This (unregistered) Julia package exposes a function corkendall
that is a candidate to replace the function of the same name in the StatsBase package.
The package also contains a function speedtest
that prints a comparison of the execution speed of two (or more) implementations of Kendall Tau. speedtest
demonstrates that the new version of corkendall
is about five six seven times faster than the existing StatsBase version. See # 634.
The code of corkendall
from this package was incorporated in StatsBase on 8 February 2021 (see this commit).
More recently I have made further changes:
- The function is now multi-threaded. On a PC with 12 cores and 20 logical processors this gives an approximate 12 times speed-up relative to
StatsBase.corkendall
KendallTau.corkendall
now has askipmissings
keyword argument, to control the treatment of missing values.- A new function
corkendall_fromfile
takes arguments as names of csv files containing the input and output data.
help?> KendallTau.corkendall
corkendall(x, y=x; skipmissing::Symbol=:none)
Compute Kendall's rank correlation coefficient, τ. x and y must both be either vectors
or matrices, with elements that are either real numbers or missing values.
Keyword argument
≡≡≡≡≡≡≡≡≡≡≡≡≡≡≡≡≡≡
• skipmissing::Symbol=:none: if :none, missing values in either x or y cause the
function to raise an error. Use :pairwise to skip entries with a missing value
in either of the two vectors used to calculate (an element of) the return. Use
:listwise to skip entries where a missing value appears anywhere in a given
row of x or y; note that this might drop a high proportion of entries.
In the REPL output below, note the large reduction in number and size of allocations. This was key to obtaining the full benefit of multi-threading.
julia> using StatsBase,KendallTau,Random #StatsBase v0.33.21
julia> x = rand(1000,10);StatsBase.corkendall(x)==KendallTau.corkendall(x)#compile
true
julia> x = rand(1000,1000);
julia> @time res_sb = StatsBase.corkendall(x);
21.393938 seconds (3.00 M allocations: 17.082 GiB, 5.36% gc time)

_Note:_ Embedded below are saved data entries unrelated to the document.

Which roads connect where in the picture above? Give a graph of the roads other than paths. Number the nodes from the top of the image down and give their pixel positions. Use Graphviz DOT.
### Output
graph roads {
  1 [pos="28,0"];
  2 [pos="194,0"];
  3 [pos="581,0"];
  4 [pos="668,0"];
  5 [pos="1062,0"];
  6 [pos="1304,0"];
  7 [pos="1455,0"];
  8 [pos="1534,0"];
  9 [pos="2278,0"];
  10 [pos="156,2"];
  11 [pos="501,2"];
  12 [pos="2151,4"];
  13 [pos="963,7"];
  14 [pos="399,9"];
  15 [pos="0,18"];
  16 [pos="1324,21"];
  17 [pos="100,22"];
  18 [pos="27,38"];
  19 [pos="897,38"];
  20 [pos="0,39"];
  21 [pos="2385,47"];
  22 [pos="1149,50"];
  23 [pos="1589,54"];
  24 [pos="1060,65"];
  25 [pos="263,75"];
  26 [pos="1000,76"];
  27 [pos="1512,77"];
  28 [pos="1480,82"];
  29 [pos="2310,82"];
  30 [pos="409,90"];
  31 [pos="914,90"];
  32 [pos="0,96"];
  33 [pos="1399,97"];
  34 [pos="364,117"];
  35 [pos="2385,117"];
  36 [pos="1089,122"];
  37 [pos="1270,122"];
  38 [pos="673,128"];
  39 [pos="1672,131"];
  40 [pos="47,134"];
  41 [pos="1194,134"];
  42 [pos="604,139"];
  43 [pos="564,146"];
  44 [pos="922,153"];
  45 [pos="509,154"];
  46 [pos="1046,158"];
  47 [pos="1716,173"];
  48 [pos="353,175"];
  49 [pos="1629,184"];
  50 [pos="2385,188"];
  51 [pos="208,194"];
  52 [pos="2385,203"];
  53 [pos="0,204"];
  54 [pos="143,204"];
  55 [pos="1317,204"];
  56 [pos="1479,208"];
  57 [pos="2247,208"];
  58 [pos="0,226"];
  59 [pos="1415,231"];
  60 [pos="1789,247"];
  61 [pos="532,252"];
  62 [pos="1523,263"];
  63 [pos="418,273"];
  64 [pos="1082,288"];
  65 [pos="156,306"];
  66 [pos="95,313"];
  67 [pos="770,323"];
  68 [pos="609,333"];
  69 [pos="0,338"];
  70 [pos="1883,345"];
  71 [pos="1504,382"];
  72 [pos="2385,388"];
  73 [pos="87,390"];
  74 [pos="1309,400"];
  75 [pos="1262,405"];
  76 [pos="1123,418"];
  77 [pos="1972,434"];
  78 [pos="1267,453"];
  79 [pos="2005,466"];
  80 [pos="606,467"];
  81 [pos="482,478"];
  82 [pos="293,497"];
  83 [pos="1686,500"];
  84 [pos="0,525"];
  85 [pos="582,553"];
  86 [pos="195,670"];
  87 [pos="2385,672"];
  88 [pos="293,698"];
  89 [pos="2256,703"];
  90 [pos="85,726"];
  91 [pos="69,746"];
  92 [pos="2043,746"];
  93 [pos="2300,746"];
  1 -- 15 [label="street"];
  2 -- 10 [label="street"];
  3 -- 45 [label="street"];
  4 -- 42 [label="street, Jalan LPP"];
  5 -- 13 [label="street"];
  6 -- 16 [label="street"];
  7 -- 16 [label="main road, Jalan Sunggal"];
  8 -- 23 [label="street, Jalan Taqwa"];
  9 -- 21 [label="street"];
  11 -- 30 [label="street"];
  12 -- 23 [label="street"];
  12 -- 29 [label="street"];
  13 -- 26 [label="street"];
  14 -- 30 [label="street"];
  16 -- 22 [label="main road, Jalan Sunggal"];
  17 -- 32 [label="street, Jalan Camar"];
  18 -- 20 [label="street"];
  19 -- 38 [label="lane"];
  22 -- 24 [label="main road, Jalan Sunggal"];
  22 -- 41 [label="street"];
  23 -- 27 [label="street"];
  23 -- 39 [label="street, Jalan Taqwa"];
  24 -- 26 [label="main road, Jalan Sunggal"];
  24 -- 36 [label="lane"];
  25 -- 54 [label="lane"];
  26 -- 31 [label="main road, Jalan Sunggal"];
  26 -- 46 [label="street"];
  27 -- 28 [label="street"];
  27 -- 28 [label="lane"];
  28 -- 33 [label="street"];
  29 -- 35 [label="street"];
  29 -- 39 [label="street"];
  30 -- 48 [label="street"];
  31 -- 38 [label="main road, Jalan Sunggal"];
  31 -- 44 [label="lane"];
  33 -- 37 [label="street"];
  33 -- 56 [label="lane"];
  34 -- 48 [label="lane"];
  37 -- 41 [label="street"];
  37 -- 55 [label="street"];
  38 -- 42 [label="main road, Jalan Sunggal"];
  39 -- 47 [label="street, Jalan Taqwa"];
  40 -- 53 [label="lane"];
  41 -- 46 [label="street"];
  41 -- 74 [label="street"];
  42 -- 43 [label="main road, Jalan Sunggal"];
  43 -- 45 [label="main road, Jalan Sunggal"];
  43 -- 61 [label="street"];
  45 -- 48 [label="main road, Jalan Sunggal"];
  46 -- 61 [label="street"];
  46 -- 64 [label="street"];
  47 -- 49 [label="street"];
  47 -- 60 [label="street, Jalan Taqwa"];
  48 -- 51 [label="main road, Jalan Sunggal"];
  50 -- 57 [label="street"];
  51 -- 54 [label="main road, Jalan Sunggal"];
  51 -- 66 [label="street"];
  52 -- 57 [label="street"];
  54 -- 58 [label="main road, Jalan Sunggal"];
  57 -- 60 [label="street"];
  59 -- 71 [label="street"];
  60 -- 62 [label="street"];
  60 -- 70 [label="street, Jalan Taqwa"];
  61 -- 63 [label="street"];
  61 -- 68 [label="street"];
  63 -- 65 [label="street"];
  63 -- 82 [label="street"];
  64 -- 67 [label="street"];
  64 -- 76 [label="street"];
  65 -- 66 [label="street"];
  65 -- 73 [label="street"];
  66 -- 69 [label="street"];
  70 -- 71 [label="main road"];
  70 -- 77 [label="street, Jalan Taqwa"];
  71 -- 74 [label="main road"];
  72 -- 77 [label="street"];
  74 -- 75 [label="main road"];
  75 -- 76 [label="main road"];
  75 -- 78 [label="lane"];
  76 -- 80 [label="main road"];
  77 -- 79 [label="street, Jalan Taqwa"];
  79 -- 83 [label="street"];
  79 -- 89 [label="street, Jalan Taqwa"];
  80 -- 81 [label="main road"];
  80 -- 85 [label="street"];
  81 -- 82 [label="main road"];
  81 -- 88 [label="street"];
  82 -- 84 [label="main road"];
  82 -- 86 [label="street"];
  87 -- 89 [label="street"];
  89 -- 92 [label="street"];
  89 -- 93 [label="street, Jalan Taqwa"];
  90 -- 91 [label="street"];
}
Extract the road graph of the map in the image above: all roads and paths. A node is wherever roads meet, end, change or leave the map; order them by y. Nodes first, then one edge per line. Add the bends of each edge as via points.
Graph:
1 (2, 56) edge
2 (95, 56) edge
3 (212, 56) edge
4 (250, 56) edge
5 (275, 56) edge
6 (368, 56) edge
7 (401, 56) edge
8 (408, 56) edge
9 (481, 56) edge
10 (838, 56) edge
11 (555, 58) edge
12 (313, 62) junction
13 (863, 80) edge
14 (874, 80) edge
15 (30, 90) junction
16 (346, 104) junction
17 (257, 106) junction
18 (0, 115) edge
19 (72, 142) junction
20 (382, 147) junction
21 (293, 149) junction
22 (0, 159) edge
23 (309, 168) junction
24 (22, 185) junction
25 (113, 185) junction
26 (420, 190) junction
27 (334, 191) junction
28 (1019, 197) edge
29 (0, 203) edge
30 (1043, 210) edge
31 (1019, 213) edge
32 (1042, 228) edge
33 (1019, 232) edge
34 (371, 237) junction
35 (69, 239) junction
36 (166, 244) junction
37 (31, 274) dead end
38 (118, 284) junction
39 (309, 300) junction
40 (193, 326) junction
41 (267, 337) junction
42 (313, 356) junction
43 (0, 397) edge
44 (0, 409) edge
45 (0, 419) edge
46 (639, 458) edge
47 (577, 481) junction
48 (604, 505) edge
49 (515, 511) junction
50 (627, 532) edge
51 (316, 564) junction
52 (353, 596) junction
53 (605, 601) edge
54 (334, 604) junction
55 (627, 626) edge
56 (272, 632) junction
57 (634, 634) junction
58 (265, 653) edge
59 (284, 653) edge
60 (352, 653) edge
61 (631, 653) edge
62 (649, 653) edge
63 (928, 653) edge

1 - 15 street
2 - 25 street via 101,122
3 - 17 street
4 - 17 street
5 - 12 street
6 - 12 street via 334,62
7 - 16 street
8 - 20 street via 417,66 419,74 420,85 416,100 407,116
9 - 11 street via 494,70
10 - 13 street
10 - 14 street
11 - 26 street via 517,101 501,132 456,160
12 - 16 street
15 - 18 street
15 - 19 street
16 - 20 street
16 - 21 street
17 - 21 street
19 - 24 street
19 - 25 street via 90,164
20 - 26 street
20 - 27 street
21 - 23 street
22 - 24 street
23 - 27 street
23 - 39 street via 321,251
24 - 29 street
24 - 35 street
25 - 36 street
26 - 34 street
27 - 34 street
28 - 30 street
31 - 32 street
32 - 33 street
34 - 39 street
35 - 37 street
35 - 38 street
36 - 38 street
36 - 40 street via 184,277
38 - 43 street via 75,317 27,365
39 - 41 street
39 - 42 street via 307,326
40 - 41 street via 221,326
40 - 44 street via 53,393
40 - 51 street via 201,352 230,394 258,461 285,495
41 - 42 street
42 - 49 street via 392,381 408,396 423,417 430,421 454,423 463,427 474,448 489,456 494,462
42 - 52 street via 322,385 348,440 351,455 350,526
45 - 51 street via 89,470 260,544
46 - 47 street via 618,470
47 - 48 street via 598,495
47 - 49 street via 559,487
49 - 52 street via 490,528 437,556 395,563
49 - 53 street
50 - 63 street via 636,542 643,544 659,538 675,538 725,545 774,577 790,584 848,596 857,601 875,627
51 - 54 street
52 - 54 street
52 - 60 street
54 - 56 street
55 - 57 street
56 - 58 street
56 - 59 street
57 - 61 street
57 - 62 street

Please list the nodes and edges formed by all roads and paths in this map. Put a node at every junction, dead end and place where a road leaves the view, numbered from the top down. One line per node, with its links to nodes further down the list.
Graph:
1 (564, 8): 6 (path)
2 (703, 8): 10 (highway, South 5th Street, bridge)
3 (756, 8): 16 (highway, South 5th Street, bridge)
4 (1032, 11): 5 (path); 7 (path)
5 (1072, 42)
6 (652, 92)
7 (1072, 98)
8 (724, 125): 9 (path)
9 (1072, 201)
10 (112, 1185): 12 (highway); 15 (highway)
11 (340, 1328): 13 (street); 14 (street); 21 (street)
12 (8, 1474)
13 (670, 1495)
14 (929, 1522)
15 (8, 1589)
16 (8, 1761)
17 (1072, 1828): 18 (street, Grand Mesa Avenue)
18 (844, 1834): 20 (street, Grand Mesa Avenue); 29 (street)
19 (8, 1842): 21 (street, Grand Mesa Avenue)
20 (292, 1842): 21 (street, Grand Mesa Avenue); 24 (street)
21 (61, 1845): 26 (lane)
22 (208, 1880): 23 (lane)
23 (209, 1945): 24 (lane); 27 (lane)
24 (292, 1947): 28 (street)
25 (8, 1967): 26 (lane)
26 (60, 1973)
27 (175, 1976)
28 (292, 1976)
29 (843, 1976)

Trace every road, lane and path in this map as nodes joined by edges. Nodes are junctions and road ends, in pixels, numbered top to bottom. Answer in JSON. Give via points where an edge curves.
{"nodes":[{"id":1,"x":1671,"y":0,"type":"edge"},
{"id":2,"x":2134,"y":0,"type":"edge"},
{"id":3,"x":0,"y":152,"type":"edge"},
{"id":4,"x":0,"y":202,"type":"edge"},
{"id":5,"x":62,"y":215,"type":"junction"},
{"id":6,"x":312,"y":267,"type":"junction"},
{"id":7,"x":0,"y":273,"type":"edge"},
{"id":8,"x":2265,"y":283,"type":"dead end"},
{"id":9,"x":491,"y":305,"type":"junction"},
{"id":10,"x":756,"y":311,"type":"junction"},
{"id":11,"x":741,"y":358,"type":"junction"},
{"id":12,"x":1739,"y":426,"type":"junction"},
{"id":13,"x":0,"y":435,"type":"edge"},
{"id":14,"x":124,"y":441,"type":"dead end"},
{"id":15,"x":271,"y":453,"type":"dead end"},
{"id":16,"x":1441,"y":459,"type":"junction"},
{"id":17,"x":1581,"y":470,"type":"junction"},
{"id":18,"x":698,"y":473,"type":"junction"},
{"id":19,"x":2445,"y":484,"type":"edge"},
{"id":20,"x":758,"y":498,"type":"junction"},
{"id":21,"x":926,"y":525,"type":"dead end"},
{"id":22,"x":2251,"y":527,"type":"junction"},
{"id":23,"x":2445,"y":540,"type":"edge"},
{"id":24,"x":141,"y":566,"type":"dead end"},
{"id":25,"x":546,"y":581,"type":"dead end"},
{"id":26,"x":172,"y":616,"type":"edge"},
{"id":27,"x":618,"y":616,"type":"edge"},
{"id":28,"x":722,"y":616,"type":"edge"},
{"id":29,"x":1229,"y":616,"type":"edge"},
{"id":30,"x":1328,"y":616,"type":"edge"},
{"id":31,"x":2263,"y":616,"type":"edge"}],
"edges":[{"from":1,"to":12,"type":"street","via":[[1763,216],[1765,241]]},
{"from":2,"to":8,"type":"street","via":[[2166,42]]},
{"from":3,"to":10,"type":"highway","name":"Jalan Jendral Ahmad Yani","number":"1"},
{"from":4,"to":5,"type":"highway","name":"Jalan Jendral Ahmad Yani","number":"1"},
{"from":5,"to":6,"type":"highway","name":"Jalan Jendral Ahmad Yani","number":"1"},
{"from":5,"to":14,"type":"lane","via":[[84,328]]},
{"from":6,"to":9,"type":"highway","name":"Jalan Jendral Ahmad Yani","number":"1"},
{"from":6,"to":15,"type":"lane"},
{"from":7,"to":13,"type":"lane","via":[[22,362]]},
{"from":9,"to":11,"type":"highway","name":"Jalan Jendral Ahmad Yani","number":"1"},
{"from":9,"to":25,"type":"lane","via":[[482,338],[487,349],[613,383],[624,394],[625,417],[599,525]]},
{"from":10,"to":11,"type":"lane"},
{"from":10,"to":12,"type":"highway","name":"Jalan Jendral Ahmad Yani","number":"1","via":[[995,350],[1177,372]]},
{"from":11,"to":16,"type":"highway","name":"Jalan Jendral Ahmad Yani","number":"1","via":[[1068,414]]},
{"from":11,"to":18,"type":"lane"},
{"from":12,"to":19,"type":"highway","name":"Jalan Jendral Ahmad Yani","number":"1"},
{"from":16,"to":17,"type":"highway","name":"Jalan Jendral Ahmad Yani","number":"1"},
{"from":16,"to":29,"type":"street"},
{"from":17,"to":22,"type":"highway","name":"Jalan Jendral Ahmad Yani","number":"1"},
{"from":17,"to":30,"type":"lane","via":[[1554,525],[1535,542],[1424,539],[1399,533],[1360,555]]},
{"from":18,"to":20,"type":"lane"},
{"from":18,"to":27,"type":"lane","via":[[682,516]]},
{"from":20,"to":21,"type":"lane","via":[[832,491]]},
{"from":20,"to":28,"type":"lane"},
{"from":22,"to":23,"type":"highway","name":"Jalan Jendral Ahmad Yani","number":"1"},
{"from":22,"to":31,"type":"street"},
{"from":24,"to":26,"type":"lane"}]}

julia> @time res_kt = KendallTau.corkendall(x);
1.780313 seconds (2.28 k allocations: 8.876 MiB, 0.14% gc time)
julia> 21.393938/1.780313
12.016953198679108
julia> res_sb == res_kt
true
julia> Threads.nthreads()#12 cores, 20 logical processors
20
I wish to compute Kendall Tau for a set of 32,000 time series, each having observations every weekday over a four year period. Such a calculation takes some 42 minutes on my PC (Windows 11, 12th Gen Intel(R) Core(TM) i7-12700, 2100 Mhz, 12 Core(s), 20 Logical Processors), with Julia 1.8.5.
julia> Threads.nthreads()
20
julia> x = rand(1040,32000);
julia> @time KendallTau.corkendall(x);
2524.754279 seconds (64.28 k allocations: 7.633 GiB, 0.00% gc time)
Update 23 Jan 2024.
On Julia 1.10, performance seems to have improved by about 10%:
julia> x = rand(1040,32000);
julia> @time KendallTau.corkendall(x);
2283.363978 seconds (32.26 k allocations: 7.882 GiB, 0.00% gc time)
julia> versioninfo()
Julia Version 1.10.0
Commit 3120989f39 (2023-12-25 18:01 UTC)
Build Info:
Official https://julialang.org/ release
Platform Info:
OS: Windows (x86_64-w64-mingw32)
CPU: 20 × 12th Gen Intel(R) Core(TM) i7-12700
WORD_SIZE: 64
LIBM: libopenlibm
LLVM: libLLVM-15.0.7 (ORCJIT, alderlake)
Threads: 29 on 20 virtual cores
Environment:
JULIA_NUM_THREADS = 20
Philip Swannell
20 February 2023